Lambda, Kappa, and the Architecture You Actually Need
Note
ARCHITECTURE REVIEW BOARD: Two competing system designs detected. Lambda: dual-pathway parallel replication. Kappa: single continuous stream. Initiating comparative analysis.
This is the final post in the From Batch to Streaming series. We have covered why batch breaks down, how the three-component streaming stack works, how state and checkpoints provide fault tolerance, how watermarks handle out-of-order events, and how delivery guarantees determine the risk profile of your pipeline.
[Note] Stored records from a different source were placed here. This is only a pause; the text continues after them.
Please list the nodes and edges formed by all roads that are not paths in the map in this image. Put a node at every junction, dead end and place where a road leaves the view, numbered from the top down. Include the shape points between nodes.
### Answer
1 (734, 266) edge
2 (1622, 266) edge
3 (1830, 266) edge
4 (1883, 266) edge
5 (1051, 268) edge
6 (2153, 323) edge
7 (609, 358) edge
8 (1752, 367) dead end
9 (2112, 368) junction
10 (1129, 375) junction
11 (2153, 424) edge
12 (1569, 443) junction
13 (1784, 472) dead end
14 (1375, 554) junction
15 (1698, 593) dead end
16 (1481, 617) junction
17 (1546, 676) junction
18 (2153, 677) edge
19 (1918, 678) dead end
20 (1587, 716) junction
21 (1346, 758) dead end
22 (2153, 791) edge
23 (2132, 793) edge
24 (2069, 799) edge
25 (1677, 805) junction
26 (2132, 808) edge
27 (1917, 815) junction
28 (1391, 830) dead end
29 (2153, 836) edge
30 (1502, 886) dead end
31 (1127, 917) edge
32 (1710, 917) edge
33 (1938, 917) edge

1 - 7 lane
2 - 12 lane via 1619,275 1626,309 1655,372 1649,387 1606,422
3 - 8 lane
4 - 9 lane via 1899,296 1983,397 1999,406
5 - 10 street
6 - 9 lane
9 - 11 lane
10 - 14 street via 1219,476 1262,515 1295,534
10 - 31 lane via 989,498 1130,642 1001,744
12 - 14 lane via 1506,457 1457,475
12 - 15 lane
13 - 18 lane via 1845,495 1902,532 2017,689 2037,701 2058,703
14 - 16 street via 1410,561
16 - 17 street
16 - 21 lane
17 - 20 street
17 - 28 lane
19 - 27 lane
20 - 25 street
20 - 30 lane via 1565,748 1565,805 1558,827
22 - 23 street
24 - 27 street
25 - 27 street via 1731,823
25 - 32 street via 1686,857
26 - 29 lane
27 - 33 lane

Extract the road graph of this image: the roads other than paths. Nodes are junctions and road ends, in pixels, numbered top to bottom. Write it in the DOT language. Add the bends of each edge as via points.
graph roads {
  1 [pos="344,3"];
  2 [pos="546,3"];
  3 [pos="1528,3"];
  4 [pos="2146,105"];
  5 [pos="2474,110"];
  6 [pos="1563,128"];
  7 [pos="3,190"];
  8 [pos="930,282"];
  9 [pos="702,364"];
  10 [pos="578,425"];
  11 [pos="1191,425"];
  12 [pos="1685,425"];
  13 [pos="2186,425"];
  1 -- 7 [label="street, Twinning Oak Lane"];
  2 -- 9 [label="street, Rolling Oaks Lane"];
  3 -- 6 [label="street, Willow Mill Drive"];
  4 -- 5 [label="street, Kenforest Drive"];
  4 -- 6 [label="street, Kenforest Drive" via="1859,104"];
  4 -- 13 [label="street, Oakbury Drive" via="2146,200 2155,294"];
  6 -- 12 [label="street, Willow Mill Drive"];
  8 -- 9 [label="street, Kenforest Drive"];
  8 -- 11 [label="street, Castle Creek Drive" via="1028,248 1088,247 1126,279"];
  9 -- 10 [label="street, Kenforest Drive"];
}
Now we step back and look at the whole picture: the architectural patterns that govern how batch and streaming coexist (or don’t) in a real data platform.
Two patterns dominate the literature. One was formulated out of necessity. The other was formulated as a direct critique of the first.
Λ The Lambda Architecture
The Lambda architecture was described by Nathan Marz in 2011 and became widely adopted in the years when streaming infrastructure was immature. It solves the problem of how to serve both accurate historical data and low-latency near-real-time data simultaneously.
The core insight: run two parallel systems.
|
|
A query for “last 90 days revenue by zone” is served by the batch layer. A query for “revenue in the last 5 minutes by zone” is served by the speed layer. The serving layer merges them—batch results for the bulk of history, speed layer results for the recent window not yet processed by batch.
Why Lambda Made Sense
In 2011–2015, streaming systems were unreliable and difficult to operate. Kafka existed but was young. Flink did not yet exist. Storm was the dominant streaming engine—powerful but operationally complex.
The batch layer provided a reliable safety net: every night, reprocess everything from scratch. Any streaming errors would be overwritten by the next batch run. The system was self-healing by design.
The Lambda Problem
Lambda requires you to implement your business logic twice: once in a batch framework (Spark, dbt) and once in a streaming framework (Storm, Flink). Two codebases. Two engineering teams. Two debugging paths. Two failure modes to manage.
When the batch and speed layers produce slightly different numbers—due to different data access patterns, different timestamp handling, different rounding—the serving layer must arbitrate. The query results are inconsistent depending on which layer is consulted.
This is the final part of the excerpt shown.